Pacific campaigner Andy Piau-Lynch death

The ANZCMC is greatly saddened by the death of Pacific campaigner Andonia Sema Piau-Lynch. Andy passed away peacefully on Saturday, 29 January 2011 in Port Vila, Vanuatu after a painful battle with cancer. In addition to her crucial work advancing the rights of persons with disabilities and women in Vanuatu and across the Pacific, Andy made important contributions to the International Campaigns to Ban Landmines (ICBL) and Cluster Munition Coalition (CMC).

Until 2009, Andy was national coordinator of the Disability Promotion & Advocacy Association (DPA), a local non-governmental organization for persons with disabilities that was runner-up to the 2007 Pacific Human Rights Award.

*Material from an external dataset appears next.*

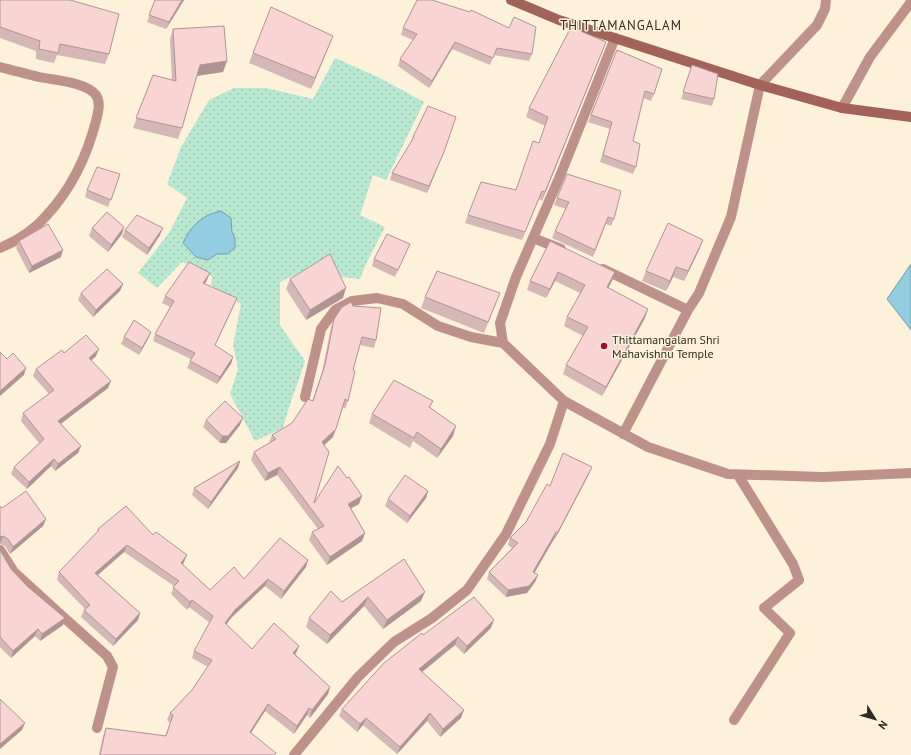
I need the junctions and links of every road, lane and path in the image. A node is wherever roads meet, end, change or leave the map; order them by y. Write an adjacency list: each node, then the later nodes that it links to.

On behalf of DPA, Andy lobbied for the government of Vanuatu to sign and ratify the 2006 Convention on the Rights of Persons with Disabilities (CRPD). On 24 April 2008, the national parliament approved ratification and the Vanuatu deposited its instrument of ratification on 23 October 2008, the first Pacific nation to do so.

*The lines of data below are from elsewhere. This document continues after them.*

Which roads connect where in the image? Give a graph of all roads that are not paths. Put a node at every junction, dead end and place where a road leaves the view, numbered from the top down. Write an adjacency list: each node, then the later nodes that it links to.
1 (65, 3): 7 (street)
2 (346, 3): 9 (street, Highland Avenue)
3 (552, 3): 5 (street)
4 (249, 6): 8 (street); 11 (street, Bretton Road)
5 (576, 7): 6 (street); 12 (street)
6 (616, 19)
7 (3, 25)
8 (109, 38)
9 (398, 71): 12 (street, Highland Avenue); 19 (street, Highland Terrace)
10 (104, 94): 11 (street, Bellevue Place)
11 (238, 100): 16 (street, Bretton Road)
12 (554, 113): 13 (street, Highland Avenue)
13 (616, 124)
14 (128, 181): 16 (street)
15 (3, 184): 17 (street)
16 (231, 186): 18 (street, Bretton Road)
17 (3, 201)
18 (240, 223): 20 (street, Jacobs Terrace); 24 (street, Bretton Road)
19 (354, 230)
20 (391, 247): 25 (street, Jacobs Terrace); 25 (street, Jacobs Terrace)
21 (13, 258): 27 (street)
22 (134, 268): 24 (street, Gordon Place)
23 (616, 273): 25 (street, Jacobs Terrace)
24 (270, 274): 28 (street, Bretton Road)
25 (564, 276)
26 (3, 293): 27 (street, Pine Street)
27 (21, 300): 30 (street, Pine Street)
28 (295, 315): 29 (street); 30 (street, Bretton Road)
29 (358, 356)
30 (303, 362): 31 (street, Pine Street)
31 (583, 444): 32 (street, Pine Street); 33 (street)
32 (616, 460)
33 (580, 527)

In February 2008, Andy participated in the Wellington Conference on Cluster Munitions, where she worked with campaigners from Fiji and Papua New Guinea to build support among Pacific states the negotiation of a strong treaty banning cluster bombs. Six months later, Andy spoke at a public talk convened by the ANZCMC in Auckland, which began with a candlelight commemoration to remember victims of cluster bomb attacks (pictured here).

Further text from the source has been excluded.